Nesta mesma entrevista, Dartiu Xavier é enfático ao destacar que a política das internações é sustentada por interesses econômicos e não científicos ou de saúde, considerando as evidências de pouca ou nenhuma eficácia desse modelo. Segundo o professor, tais interesses econômicos estão presentes inclusive no meio acadêmico, com nítido conflito ético em torno de pesquisadores e especialistas que são também donos de clínicas.

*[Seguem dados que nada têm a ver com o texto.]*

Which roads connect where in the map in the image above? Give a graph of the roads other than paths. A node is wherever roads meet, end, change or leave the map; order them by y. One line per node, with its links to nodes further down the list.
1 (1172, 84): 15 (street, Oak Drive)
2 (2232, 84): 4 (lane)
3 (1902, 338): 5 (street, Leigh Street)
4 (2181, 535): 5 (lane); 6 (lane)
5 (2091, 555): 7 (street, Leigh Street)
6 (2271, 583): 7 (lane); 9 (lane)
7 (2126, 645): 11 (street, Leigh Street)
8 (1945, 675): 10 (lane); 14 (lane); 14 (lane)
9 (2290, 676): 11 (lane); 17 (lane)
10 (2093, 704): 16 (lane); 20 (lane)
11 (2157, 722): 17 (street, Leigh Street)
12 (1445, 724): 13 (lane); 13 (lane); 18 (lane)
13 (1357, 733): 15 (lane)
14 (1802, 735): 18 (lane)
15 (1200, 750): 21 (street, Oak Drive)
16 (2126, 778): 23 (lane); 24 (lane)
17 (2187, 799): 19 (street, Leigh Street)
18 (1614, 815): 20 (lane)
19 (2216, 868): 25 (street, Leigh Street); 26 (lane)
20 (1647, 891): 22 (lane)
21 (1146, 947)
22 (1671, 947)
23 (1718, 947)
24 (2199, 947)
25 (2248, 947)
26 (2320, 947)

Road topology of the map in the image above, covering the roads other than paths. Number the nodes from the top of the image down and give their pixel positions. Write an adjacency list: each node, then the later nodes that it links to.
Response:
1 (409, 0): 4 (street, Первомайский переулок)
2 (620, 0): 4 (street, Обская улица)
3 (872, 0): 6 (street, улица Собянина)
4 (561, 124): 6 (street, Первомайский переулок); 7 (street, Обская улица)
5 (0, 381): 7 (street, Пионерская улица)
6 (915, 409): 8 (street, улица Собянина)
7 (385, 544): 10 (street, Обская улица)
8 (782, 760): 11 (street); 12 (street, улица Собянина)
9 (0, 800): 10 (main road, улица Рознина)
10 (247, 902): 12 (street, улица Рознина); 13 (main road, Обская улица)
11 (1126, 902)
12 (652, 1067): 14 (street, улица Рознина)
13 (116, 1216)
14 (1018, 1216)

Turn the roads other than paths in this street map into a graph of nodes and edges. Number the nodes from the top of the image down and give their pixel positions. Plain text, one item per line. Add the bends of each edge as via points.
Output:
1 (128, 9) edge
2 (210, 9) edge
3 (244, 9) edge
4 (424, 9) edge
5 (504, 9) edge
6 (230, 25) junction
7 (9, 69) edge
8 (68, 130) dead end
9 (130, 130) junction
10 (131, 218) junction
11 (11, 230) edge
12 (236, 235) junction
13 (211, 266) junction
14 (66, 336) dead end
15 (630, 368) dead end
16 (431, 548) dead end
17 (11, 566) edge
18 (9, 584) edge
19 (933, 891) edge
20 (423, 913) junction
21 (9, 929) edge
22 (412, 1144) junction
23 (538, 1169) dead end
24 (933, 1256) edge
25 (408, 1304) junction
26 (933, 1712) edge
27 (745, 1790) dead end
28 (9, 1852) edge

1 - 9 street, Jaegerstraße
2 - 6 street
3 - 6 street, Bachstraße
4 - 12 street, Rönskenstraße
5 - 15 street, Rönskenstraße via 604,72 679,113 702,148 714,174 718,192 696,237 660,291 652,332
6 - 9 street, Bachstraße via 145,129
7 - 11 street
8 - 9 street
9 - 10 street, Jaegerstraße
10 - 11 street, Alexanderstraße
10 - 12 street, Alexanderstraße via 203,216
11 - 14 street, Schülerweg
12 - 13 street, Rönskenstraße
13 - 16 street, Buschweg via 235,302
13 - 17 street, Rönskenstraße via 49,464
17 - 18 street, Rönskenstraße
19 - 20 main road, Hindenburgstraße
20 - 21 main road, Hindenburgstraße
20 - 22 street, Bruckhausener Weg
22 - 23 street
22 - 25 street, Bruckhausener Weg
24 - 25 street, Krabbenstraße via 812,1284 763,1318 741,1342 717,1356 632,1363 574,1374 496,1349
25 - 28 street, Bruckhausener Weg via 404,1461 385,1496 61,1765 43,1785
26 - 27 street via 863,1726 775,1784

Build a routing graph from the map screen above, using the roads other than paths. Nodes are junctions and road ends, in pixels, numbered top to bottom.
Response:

“Há um brutal interesse econômico que sustenta esses programas”, diz, referindo-se aos recursos públicos dirigidos às comunidades terapêuticas, como acontece no programa Recomeço do Governo do Estado, que está previsto de se repetir, atualmente, no Programa Redenção, do prefeito João Doria. O professor da Unifesp pondera que os defensores das comunidades terapêuticas alegam que, sem elas, o Estado não teria condições de tratar os dependentes químicos, um argumento que, para ele, não é justificativa. 10

Neste contexto, levaremos em consideração a prática da redução de danos como uma política de cuidado, entendendo que esta perspectiva oferta condições no manejo do atendimento de crianças e adolescentes em uso e abuso de drogas, por intermédio de ações intersetoriais e, também, especificamente como uma estratégia de cuidado a ser adotada pelo CAPS, respeitando as especificidades e singularidade de cada equipamento e do usuário.